Pros and Cons of Appealing an EB1A Denial.
It is understandable that when an extraordinary ability individual spends a significant amount of their time and money to file an EB1A Alien of Extraordinary Ability petition, they want to immediately appeal the denial. Often, we hear the phrase “please, just appeal their decision. The USCIS must have made a mistake.” While the EB1A denial notice will usually state the reason for the denial, we have to look at the totality of circumstances to determine what is in the best interests of our client: whether it is to appeal the decision or to refile the EB1A case anew.
Your EB1A Alien of Extraordinary Ability Petition Was Denied. Now What?
At this point we look through our client’s case closely to determine whether the EB1A denial was justified or not. If a different law firm worked on our client’s original EB1A petition, then we need to determine whether the EB1A petition could have been prepared in a more favorable light to our client. Second, we must determine whether our client is limited by a timeline. For example, if the individual is in the United States and his or her status will expire within a few short months, then waiting for the appeal results would possibly not work under the circumstances. Finally, we have to consider whether our client has any new evidence, such as additional research and publications, invitations to participate in incubator programs, or requests to peer review scholarly work, etc., that would make their case stronger.
General Background Information
When the USCIS denies an I-140 Petition for Alien Worker, you have the option of appealing their decision. First, you should review the decision that the USCIS issued. The notice will inform you of the reason(s) why the USCIS denied your I-140 petition, as well as inform you of the appropriate appellate jurisdiction and deadlines.
If the USCIS denied your I-140 petition in the EB1A Extraordinary Ability case, you have the right to appeal their decision by filing an appeal with either the Administrative Appeals Office (AAO) or the Board of Immigration Appeals (BIA). Your denial notice will inform you whether the appeal should be filed with the AAO or the BIA. More often than not, the AAO will have the appropriate jurisdiction over the appeal of the I-140 denial.
General Procedures for Filing an Appeal with the AAO
First, only the person who filed the original I-140 petition has the right to file an appeal. That means only the petitioner or the applicant can file the appeal and not the beneficiary. This distinction is important in employment situations where your employer (the petitioner) had filed the petition on your behalf.
Most appeals have to be filed on Form I-290B within 30 days of the unfavorable decision (or 33 days if the decision was mailed).
The AAO looks at your case from the beginning and considers all issues of fact, law, policy, and discretion. This means that the AAO may address new issues that were not previously addressed by the USCIS.
Timelines Associated with the EB1A Denial Appeal
The administrative appeals process has two stages. First stage is the initial field review. The second stage is the AAO appellate review.
First, the USCIS field office that denied the I-140 petition originally will review the appeal and determine whether to approve the petition. Generally, the field review takes up to 45 days. If the field office does not approve the petition, then they forward the appeal to the AAO.

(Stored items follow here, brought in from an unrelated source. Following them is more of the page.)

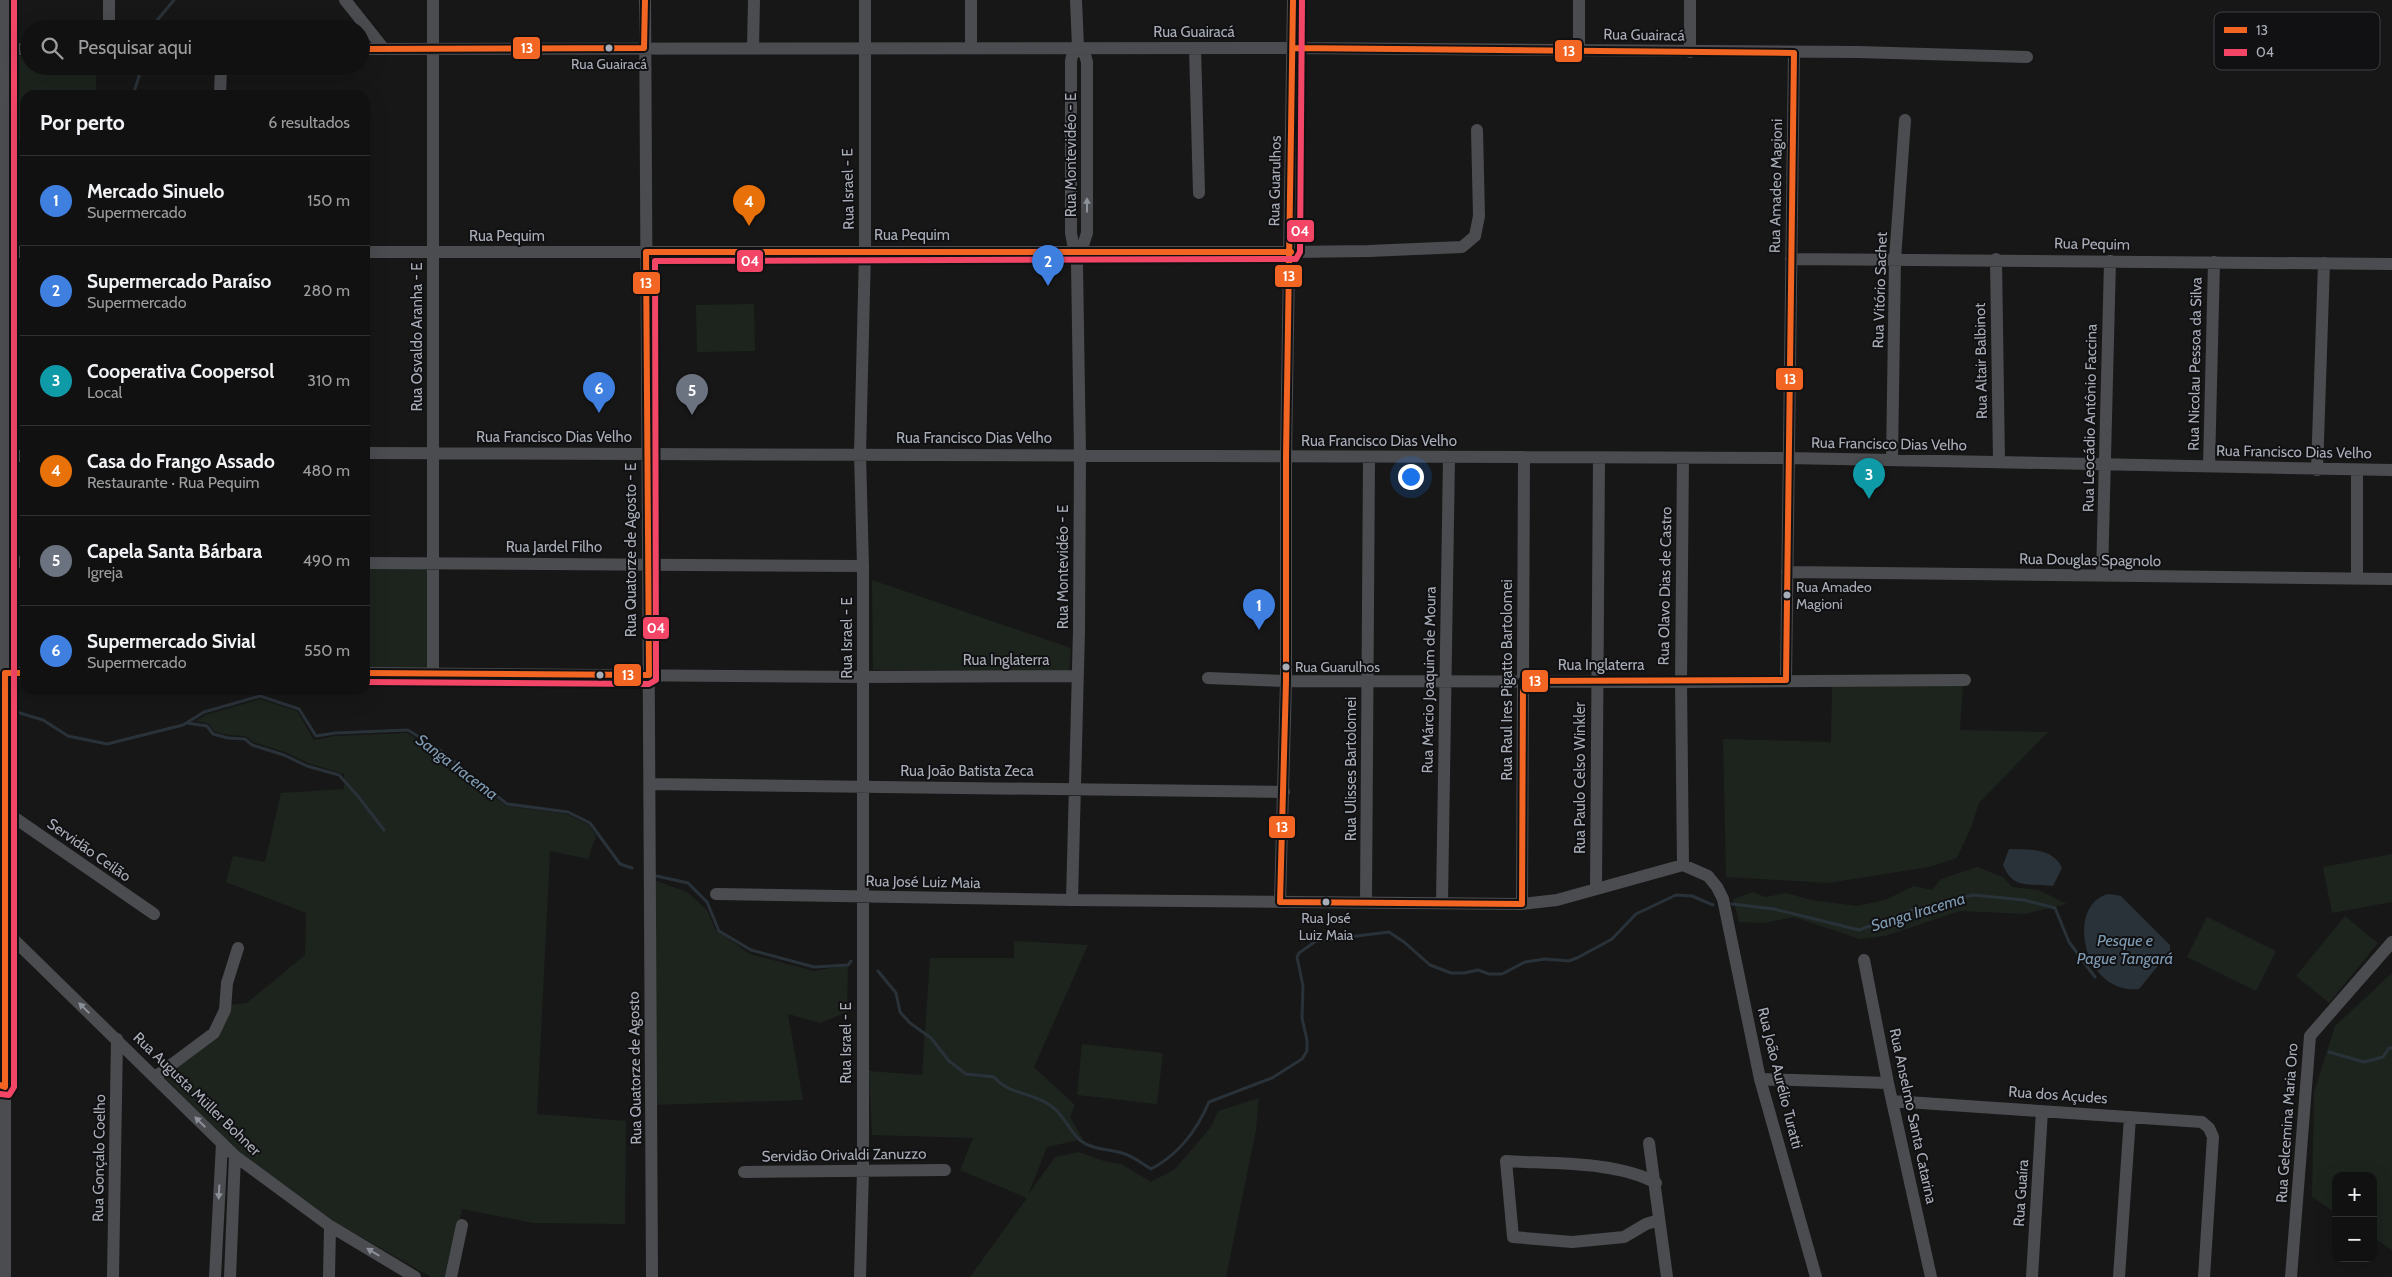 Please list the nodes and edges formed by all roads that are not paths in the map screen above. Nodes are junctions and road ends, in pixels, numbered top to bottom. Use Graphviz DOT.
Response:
graph roads {
  1 [pos="5,0"];
  2 [pos="109,0"];
  3 [pos="344,0"];
  4 [pos="434,0"];
  5 [pos="645,0"];
  6 [pos="754,0"];
  7 [pos="865,0"];
  8 [pos="971,0"];
  9 [pos="1076,0"];
  10 [pos="1294,0"];
  11 [pos="1579,0"];
  12 [pos="1690,0"];
  13 [pos="109,20"];
  14 [pos="361,20"];
  15 [pos="370,31"];
  16 [pos="370,48"];
  17 [pos="384,48"];
  18 [pos="433,48"];
  19 [pos="644,48"];
  20 [pos="754,48"];
  21 [pos="864,48"];
  22 [pos="971,48"];
  23 [pos="1078,48"];
  24 [pos="1195,48"];
  25 [pos="1293,48"];
  26 [pos="2,49"];
  27 [pos="20,49"];
  28 [pos="1579,50"];
  29 [pos="1690,52"];
  30 [pos="1794,53"];
  31 [pos="2026,57"];
  32 [pos="220,75"];
  33 [pos="220,90"];
  34 [pos="1905,120"];
  35 [pos="1477,130"];
  36 [pos="1199,193"];
  37 [pos="3,252"];
  38 [pos="20,252"];
  39 [pos="370,252"];
  40 [pos="433,252"];
  41 [pos="646,252"];
  42 [pos="865,252"];
  43 [pos="1291,252"];
  44 [pos="1077,256"];
  45 [pos="1791,259"];
  46 [pos="1895,259"];
  47 [pos="1996,259"];
  48 [pos="2110,261"];
  49 [pos="2214,262"];
  50 [pos="2324,263"];
  51 [pos="2392,264"];
  52 [pos="370,453"];
  53 [pos="433,453"];
  54 [pos="647,453"];
  55 [pos="860,454"];
  56 [pos="1080,454"];
  57 [pos="2,456"];
  58 [pos="20,456"];
  59 [pos="1286,457"];
  60 [pos="1369,457"];
  61 [pos="1449,457"];
  62 [pos="1524,457"];
  63 [pos="1599,458"];
  64 [pos="1683,458"];
  65 [pos="1788,458"];
  66 [pos="1892,460"];
  67 [pos="1999,462"];
  68 [pos="2105,464"];
  69 [pos="2209,466"];
  70 [pos="2317,470"];
  71 [pos="2357,470"];
  72 [pos="2392,470"];
  73 [pos="5,562"];
  74 [pos="20,562"];
  75 [pos="370,563"];
  76 [pos="433,563"];
  77 [pos="648,563"];
  78 [pos="863,566"];
  79 [pos="1787,572"];
  80 [pos="2102,576"];
  81 [pos="2357,579"];
  82 [pos="2392,579"];
  83 [pos="2,673"];
  84 [pos="20,673"];
  85 [pos="370,673"];
  86 [pos="433,674"];
  87 [pos="649,675"];
  88 [pos="1077,676"];
  89 [pos="863,677"];
  90 [pos="1208,678"];
  91 [pos="1368,680"];
  92 [pos="1445,680"];
  93 [pos="1786,680"];
  94 [pos="1965,680"];
  95 [pos="1286,681"];
  96 [pos="1523,681"];
  97 [pos="1597,681"];
  98 [pos="1681,682"];
  99 [pos="650,784"];
  100 [pos="862,787"];
  101 [pos="1075,788"];
  102 [pos="1284,792"];
  103 [pos="5,817"];
  104 [pos="650,859"];
  105 [pos="1683,865"];
  106 [pos="1596,888"];
  107 [pos="716,894"];
  108 [pos="863,897"];
  109 [pos="1072,900"];
  110 [pos="1366,901"];
  111 [pos="1280,902"];
  112 [pos="1442,902"];
  113 [pos="1522,904"];
  114 [pos="154,914"];
  115 [pos="2,928"];
  116 [pos="2392,942"];
  117 [pos="238,948"];
  118 [pos="1864,960"];
  119 [pos="117,1040"];
  120 [pos="155,1077"];
  121 [pos="1760,1079"];
  122 [pos="1888,1083"];
  123 [pos="2,1086"];
  124 [pos="1892,1101"];
  125 [pos="2042,1110"];
  126 [pos="2130,1116"];
  127 [pos="1649,1142"];
  128 [pos="222,1143"];
  129 [pos="235,1156"];
  130 [pos="864,1170"];
  131 [pos="944,1170"];
  132 [pos="744,1172"];
  133 [pos="1656,1183"];
  134 [pos="1659,1220"];
  135 [pos="462,1225"];
  136 [pos="330,1226"];
  137 [pos="5,1277"];
  138 [pos="113,1277"];
  139 [pos="216,1277"];
  140 [pos="230,1277"];
  141 [pos="329,1277"];
  142 [pos="415,1277"];
  143 [pos="451,1277"];
  144 [pos="652,1277"];
  145 [pos="860,1277"];
  146 [pos="1667,1277"];
  147 [pos="1816,1277"];
  148 [pos="1931,1277"];
  149 [pos="2032,1277"];
  150 [pos="2119,1277"];
  151 [pos="2204,1277"];
  152 [pos="2292,1277"];
  1 -- 26 [label="street"];
  2 -- 13 [label="street"];
  3 -- 14 [label="street"];
  4 -- 18 [label="street, Rua Osvaldo Aranha - E"];
  5 -- 19 [label="street, Rua Quatorze de Agosto - E"];
  6 -- 20 [label="street"];
  7 -- 21 [label="street, Rua Israel - E"];
  8 -- 22 [label="street"];
  9 -- 23 [label="street, Rua Montevidéo - E"];
  10 -- 25 [label="street, Rua Guarulhos"];
  11 -- 28 [label="street"];
  12 -- 29 [label="street"];
  15 -- 17 [label="street"];
  16 -- 17 [label="street, Rua Guairacá"];
  17 -- 18 [label="street, Rua Guairacá"];
  18 -- 19 [label="street, Rua Guairacá"];
  18 -- 40 [label="street, Rua Osvaldo Aranha - E"];
  19 -- 20 [label="street, Rua Guairacá"];
  19 -- 41 [label="street, Rua Quatorze de Agosto - E"];
  20 -- 21 [label="street, Rua Guairacá"];
  21 -- 22 [label="street, Rua Guairacá"];
  21 -- 42 [label="street, Rua Israel - E"];
  22 -- 23 [label="street, Rua Guairacá"];
  23 -- 24 [label="street, Rua Guairacá"];
  23 -- 44 [label="street, Rua Montevidéo - E"];
  24 -- 25 [label="street, Rua Guairacá"];
  24 -- 36 [label="street"];
  25 -- 28 [label="street, Rua Guairacá"];
  25 -- 43 [label="street, Rua Guarulhos"];
  26 -- 27 [label="street"];
  26 -- 37 [label="street"];
  28 -- 29 [label="street, Rua Guairacá"];
  29 -- 30 [label="street, Rua Guairacá"];
  30 -- 31 [label="street, Rua Guairacá"];
  30 -- 45 [label="street, Rua Amadeo Magioni"];
  32 -- 33 [label="street"];
  34 -- 46 [label="street, Rua Vitório Sachet"];
  35 -- 43 [label="street, Rua Pequim"];
  37 -- 38 [label="street"];
  37 -- 57 [label="street"];
  39 -- 40 [label="street, Rua Pequim"];
  40 -- 41 [label="street, Rua Pequim"];
  40 -- 53 [label="street, Rua Osvaldo Aranha - E"];
  41 -- 42 [label="street, Rua Pequim"];
  41 -- 54 [label="street, Rua Quatorze de Agosto - E"];
  42 -- 44 [label="street, Rua Pequim"];
  42 -- 55 [label="street, Rua Israel - E"];
  43 -- 44 [label="street, Rua Pequim"];
  43 -- 59 [label="street, Rua Guarulhos"];
  44 -- 56 [label="street, Rua Montevidéo - E"];
  45 -- 46 [label="street, Rua Pequim"];
  45 -- 65 [label="street, Rua Amadeo Magioni"];
  46 -- 47 [label="street, Rua Pequim"];
  46 -- 66 [label="street, Rua Vitório Sachet"];
  47 -- 48 [label="street, Rua Pequim"];
  47 -- 67 [label="street, Rua Altair Balbinot"];
  48 -- 49 [label="street, Rua Pequim"];
  48 -- 68 [label="street, Rua Leocádio Antônio Faccina"];
  49 -- 50 [label="street, Rua Pequim"];
  49 -- 69 [label="street, Rua Nicolau Pessoa da Silva"];
  50 -- 51 [label="street, Rua Pequim"];
  50 -- 70 [label="street"];
  52 -- 53 [label="street, Rua Francisco Dias Velho"];
  53 -- 54 [label="street, Rua Francisco Dias Velho"];
  53 -- 76 [label="street, Rua Osvaldo Aranha - E"];
  54 -- 55 [label="street, Rua Francisco Dias Velho"];
  54 -- 77 [label="street, Rua Quatorze de Agosto - E"];
  55 -- 56 [label="street, Rua Francisco Dias Velho"];
  55 -- 78 [label="street, Rua Israel - E"];
  56 -- 59 [label="street, Rua Francisco Dias Velho"];
  56 -- 88 [label="street, Rua Montevidéo - E"];
  57 -- 58 [label="street"];
  57 -- 73 [label="street"];
  59 -- 60 [label="street, Rua Francisco Dias Velho"];
  59 -- 95 [label="street, Rua Guarulhos"];
  60 -- 61 [label="street, Rua Francisco Dias Velho"];
  60 -- 91 [label="street, Rua Ulisses Bartolomei"];
  61 -- 62 [label="street, Rua Francisco Dias Velho"];
  61 -- 92 [label="street, Rua Márcio Joaquim de Moura"];
  62 -- 63 [label="street, Rua Francisco Dias Velho"];
  62 -- 96 [label="street, Rua Raul Ires Pigatto Bartolomei"];
  63 -- 64 [label="street, Rua Francisco Dias Velho"];
  63 -- 97 [label="street, Rua Paulo Celso Winkler"];
  64 -- 65 [label="street, Rua Francisco Dias Velho"];
  64 -- 98 [label="street, Rua Olavo Dias de Castro"];
  65 -- 66 [label="street, Rua Francisco Dias Velho"];
  65 -- 79 [label="street, Rua Amadeo Magioni"];
  66 -- 67 [label="street, Rua Francisco Dias Velho"];
  67 -- 68 [label="street, Rua Francisco Dias Velho"];
  68 -- 69 [label="street, Rua Francisco Dias Velho"];
  68 -- 80 [label="street, Rua Leocádio Antônio Faccina"];
  69 -- 70 [label="street, Rua Francisco Dias Velho"];
  70 -- 71 [label="street, Rua Francisco Dias Velho"];
  71 -- 72 [label="street, Rua Francisco Dias Velho"];
  71 -- 81 [label="street"];
  73 -- 74 [label="street"];
  73 -- 83 [label="street"];
  75 -- 76 [label="street, Rua Jardel Filho"];
  76 -- 77 [label="street, Rua Jardel Filho"];
  76 -- 86 [label="street, Rua Osvaldo Aranha - E"];
  77 -- 78 [label="street, Rua Jardel Filho"];
  77 -- 87 [label="street, Rua Quatorze de Agosto - E"];
  78 -- 89 [label="street, Rua Israel - E"];
  79 -- 80 [label="street, Rua Douglas Spagnolo"];
  79 -- 93 [label="street, Rua Amadeo Magioni"];
  80 -- 81 [label="street, Rua Douglas Spagnolo"];
  81 -- 82 [label="street, Rua Douglas Spagnolo"];
  83 -- 84 [label="street"];
  83 -- 103 [label="street"];
  85 -- 86 [label="street, Rua Inglaterra"];
  86 -- 87 [label="street, Rua Inglaterra"];
  87 -- 89 [label="street, Rua Inglaterra"];
  87 -- 99 [label="street, Rua Quatorze de Agosto - E"];
  88 -- 89 [label="street, Rua Inglaterra"];
  88 -- 101 [label="street, Rua Montevidéo - E"];
  89 -- 100 [label="street, Rua Israel - E"];
  90 -- 95 [label="street, Rua Inglaterra"];
  91 -- 92 [label="street, Rua Inglaterra"];
  91 -- 95 [label="street, Rua Inglaterra"];
  91 -- 110 [label="street, Rua Ulisses Bartolomei"];
  92 -- 96 [label="street, Rua Inglaterra"];
  92 -- 112 [label="street, Rua Márcio Joaquim de Moura"];
  93 -- 94 [label="street, Rua Inglaterra"];
  93 -- 98 [label="street, Rua Inglaterra"];
  95 -- 102 [label="street, Rua Guarulhos"];
  96 -- 97 [label="street, Rua Inglaterra"];
  96 -- 113 [label="street, Rua Raul Ires Pigatto Bartolomei"];
  97 -- 98 [label="street, Rua Inglaterra"];
  97 -- 106 [label="street, Rua Paulo Celso Winkler"];
  98 -- 105 [label="street, Rua Olavo Dias de Castro"];
  99 -- 100 [label="street, Rua João Batista Zeca"];
  99 -- 104 [label="street, Rua Quatorze de Agosto - E"];
  100 -- 101 [label="street, Rua João Batista Zeca"];
  100 -- 108 [label="street, Rua Israel - E"];
  101 -- 102 [label="street, Rua João Batista Zeca"];
  101 -- 109 [label="street, Rua Montevidéo - E"];
  102 -- 111 [label="street, Rua Guarulhos"];
  103 -- 114 [label="street, Servidão Ceilão"];
  103 -- 115 [label="street"];
  104 -- 144 [label="street, Rua Quatorze de Agosto"];
  105 -- 106 [label="street, Rua José Luiz Maia"];
  105 -- 121 [label="street, Rua João Aurélio Turatti"];
  106 -- 113 [label="street, Rua José Luiz Maia"];
  107 -- 108 [label="street, Rua José Luiz Maia"];
  108 -- 109 [label="street, Rua José Luiz Maia"];
  108 -- 130 [label="street, Rua Israel - E"];
  109 -- 111 [label="street, Rua José Luiz Maia"];
  110 -- 111 [label="street, Rua José Luiz Maia"];
  110 -- 112 [label="street, Rua José Luiz Maia"];
  112 -- 113 [label="street, Rua José Luiz Maia"];
  119 -- 115 [label="street, Rua Augusta Müller Bohner, one-way"];
  115 -- 123 [label="street"];
  116 -- 152 [label="street, Rua Gelcemina Maria Oro"];
  117 -- 120 [label="street"];
  118 -- 122 [label="street, Rua Anselmo Santa Catarina"];
  119 -- 120 [label="street, Rua Augusta Müller Bohner"];
  119 -- 138 [label="street, Rua Gonçalo Coelho"];
  128 -- 120 [label="street, Rua Augusta Müller Bohner, one-way"];
  121 -- 122 [label="street"];
  121 -- 147 [label="street, Rua João Aurélio Turatti"];
  122 -- 124 [label="street, Rua Anselmo Santa Catarina"];
  123 -- 137 [label="street"];
  124 -- 125 [label="street, Rua dos Açudes"];
  124 -- 148 [label="street, Rua Anselmo Santa Catarina"];
  125 -- 126 [label="street, Rua dos Açudes"];
  125 -- 149 [label="street, Rua Guaíra"];
  126 -- 150 [label="street"];
  126 -- 151 [label="street, Rua dos Açudes"];
  127 -- 133 [label="street"];
  128 -- 129 [label="street, Rua Augusta Müller Bohner"];
  128 -- 139 [label="street, one-way"];
  129 -- 136 [label="street, Rua Augusta Müller Bohner"];
  129 -- 140 [label="street"];
  130 -- 131 [label="street, Servidão Orivaldi Zanuzzo"];
  130 -- 132 [label="street, Servidão Orivaldi Zanuzzo"];
  130 -- 145 [label="street, Rua Israel - E"];
  133 -- 134 [label="street"];
  133 -- 134 [label="street"];
  134 -- 146 [label="street"];
  135 -- 143 [label="street"];
  136 -- 141 [label="street"];
  142 -- 136 [label="street, Rua Augusta Müller Bohner, one-way"];
}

The AAO strives to complete its appellate review within 180 days from the time it receives the case after the initial field review. Some cases may take longer than 180 days. For example, additional documentation may be needed, or the case may be more complex and require additional time.
How many EB1A Petitions Get Denied or Approved on Appeal
While specific data are not currently available regarding how many EB1A petitions the field office denies or approves, the USCIS claims that a significant number of appeals are favorably resolved during the initial field review. On the other hand, according to the USCIS statistics, the AAO denied 68 EB1A appeals in 2016 and 76 in 2017, while it approved only 17 cases in 2016 and 15 in 2017.
Benefits of Refiling an EB1A Petition Anew
As discussed above, our clients’ personal circumstances will dictate whether refiling an EB1A petition anew would be more beneficial compare to filing an appeal. If, after analyzing their entire EB1A case and personal circumstances, it becomes apparent that an appeal would not be in their best interests, then we will prepare a brand new EB1A petition. The new petition, if possible, will address any issues raised by the denial and include any new supporting evidence, making it as strong as it possibly can be.
Finally, one of the biggest benefits of filing a new I-140 petition is the 15-day timeline associated with the premium processing, Form I-907, that is currently available for the EB1A cases. This shorter timeline will not only allow our clients to apply for permanent residence faster if the I-140 petition is approved, but also come up with an alternative plan much sooner if the petition was not successful.
Should You Appeal the EB1A Denial? It Depends…
In most situations, if the USCIS denied your EB1A petition and you believe you have a strong case, then you may choose to appeal. You should take into account the time associated with the appellate process. Also, you should consider in advance that if the appeal is not successful, whether you want to file your EB1A petition once more or to discuss alternative options with your immigration lawyer.
If you are concerned that the appeal process may take approximately eight months and a positive outcome is not guaranteed, then refiling a new EB1A petition might be a better strategy. It is important to consider consulting with a knowledgeable EB1A immigration attorney to decide what your best options might be.